It's safe to say that everyone at some point or another in their lives experiences some type of negativity and emotional pain. After all, negativity is an unfortunate but natural and inevitable part of life that we all have to endure, regardless of the frequency and severity. It’s also safe to say that everyone has encountered situations that they simply can’t control or overcome.
Everyone, including the lucky and fortunate people that are born with so much and get to live a long, happy, and successful life, are affected by some type of negativity and emotional pain. Yes, even these folks, who seem to have everything, are forced to deal with problems and challenges. Well, it's even harder for everyone else, and especially those unfortunate souls who live a life of pain and sorrow. Let's face it; we are all emotionally damaged, injured since birth, by our negative thoughts and experiences.
Emotional pain can come from almost anywhere, and at any time. We can even relive negative experiences tracing back in to early childhood. Some people have had to endure traumatizing and negative situations, while others just seem to be more inclined to being overly sensitive and experience strong emotions. Emotional pain can be brought on by losing a loved one, ending a relationship, or by losing a job. Undergoing any kind of trauma such as being in a car accident, or experiencing physical and mental abuse can also cause havoc in someone’s life. The emotional pain list can be long, extensive, and dark.
Sure, we can do things to help ourselves right now, but there's very little we can do to change our past experiences that may still haunt, affect, and at times, ‘take over’ our emotions until this very day. Unfortunately, we can't just simply go back in time and change the things we don't like, so we just have to live with it.
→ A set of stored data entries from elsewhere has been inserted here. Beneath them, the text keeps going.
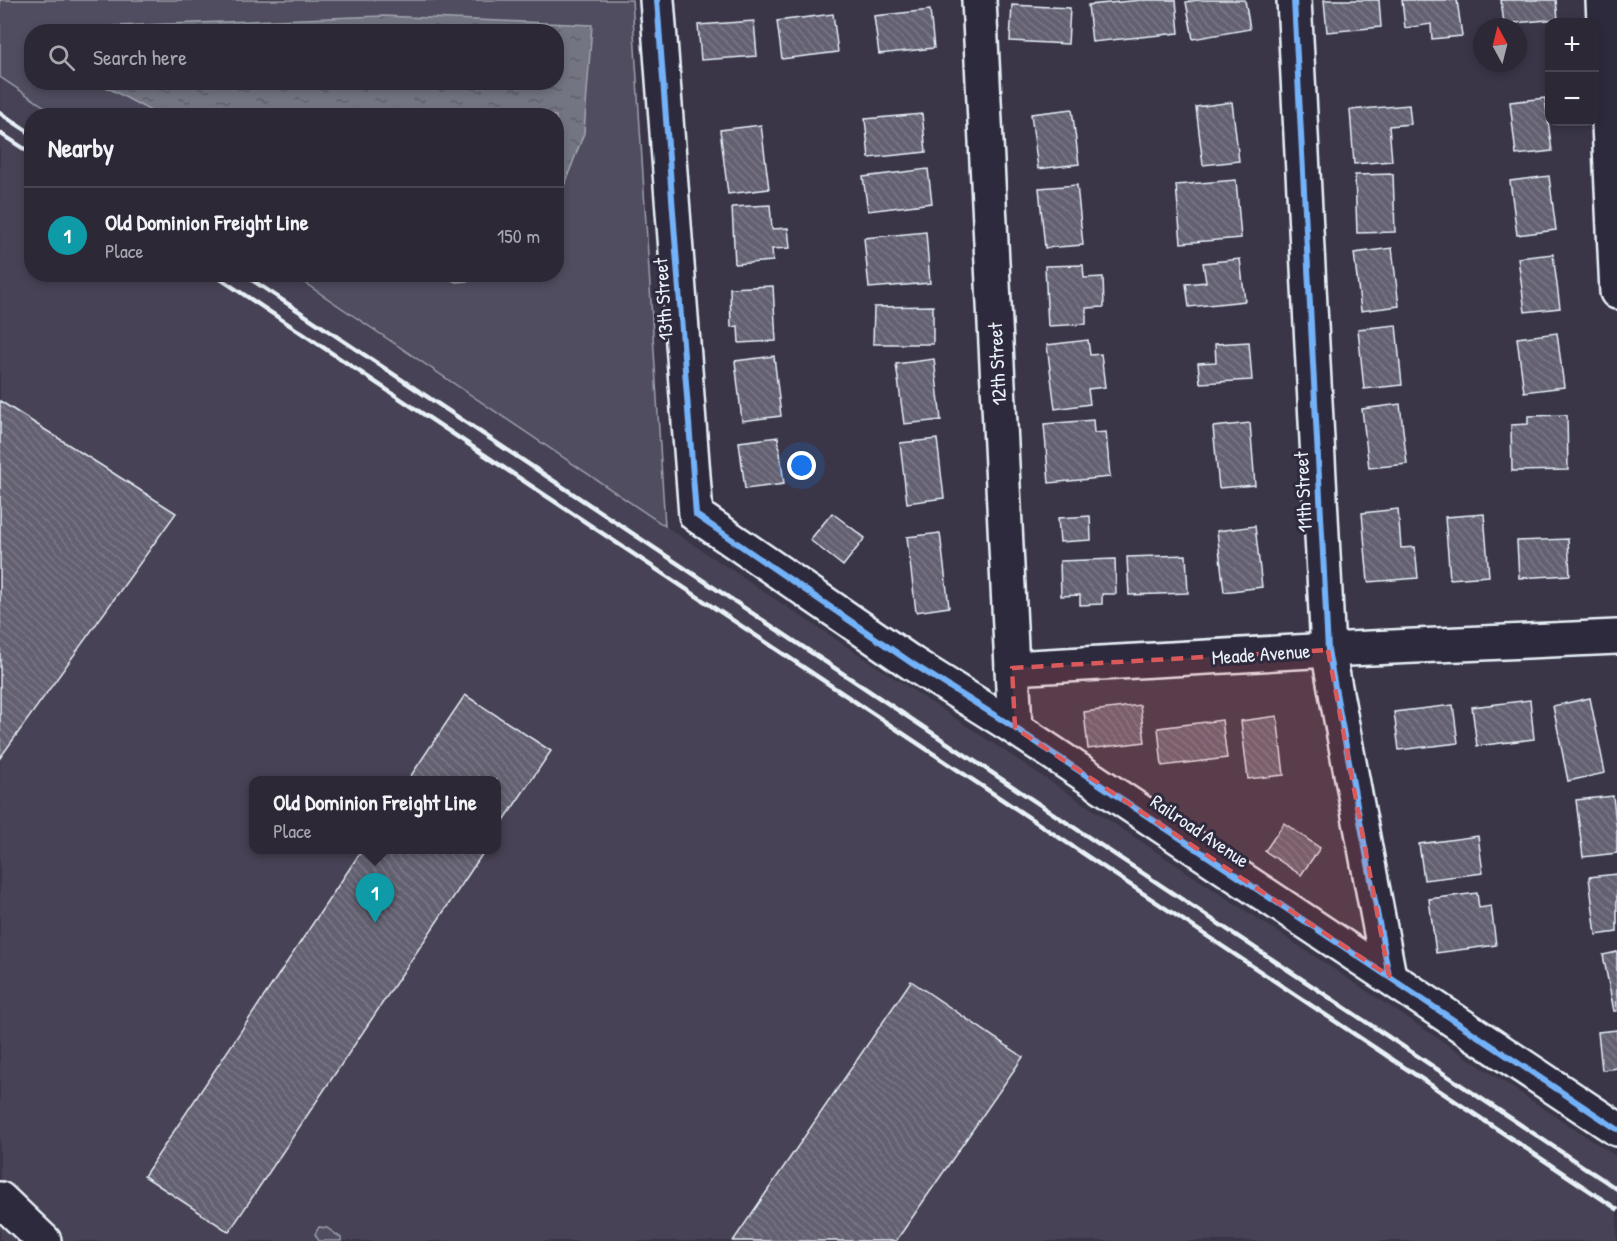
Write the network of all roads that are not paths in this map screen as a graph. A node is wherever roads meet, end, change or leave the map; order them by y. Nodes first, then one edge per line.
1 (657, 0) edge
2 (979, 0) edge
3 (1294, 0) edge
4 (1603, 0) edge
5 (1617, 292) edge
6 (763, 561) joint
7 (1617, 637) edge
8 (1328, 650) junction
9 (1012, 668) junction
10 (1015, 728) junction
11 (1389, 976) junction
12 (1617, 1129) edge
13 (0, 1199) edge
14 (44, 1241) edge

1 - 6 street, 13th Street
2 - 9 street, 12th Street
3 - 8 street, 11th Street
4 - 5 street
6 - 10 street, Railroad Avenue
7 - 8 street, Meade Avenue
8 - 9 street, Meade Avenue
8 - 11 street, 11th Street
9 - 10 street, 12th Street
10 - 11 street, Railroad Avenue
11 - 12 street, Railroad Avenue
13 - 14 street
When something bad happens to someone, it’s common for them to say things like “It’s not fair,” or “Why me?”, “I’m a good person,so that’s not suppose to happen to me”. Well life isn’t fair, and yes, shit happens. We just have to deal with it to the best of our abilities. Either way, these deep rooted negative emotional thoughts often turn into, what we might say, is a long list of feelings that can include anger, rage, hate, fear, depression, abuse, and violence. Low self-esteem, low self-confidence, and low self-worth will often lead to a life of self-sabotage and abuse.
Do you struggle with overwhelming emotions that always seems to ‘take over’ and run your life? Are you sensitive to emotional experiences that trigger intense negative reactions? What are you doing to deal with your emotional pain and negative thoughts?
Pretending that the emotional pain isn’t present, or trying to hide our feelings in an effort to control everything in our lives can backfire and cause confusion, unsatisfactory relationships, addictive behaviors, restricted activities, and worst of all, shaming and blaming from others and ourselves. Everything that happens should not be throwing you into an uncontrollable, stressful emotional tailspin.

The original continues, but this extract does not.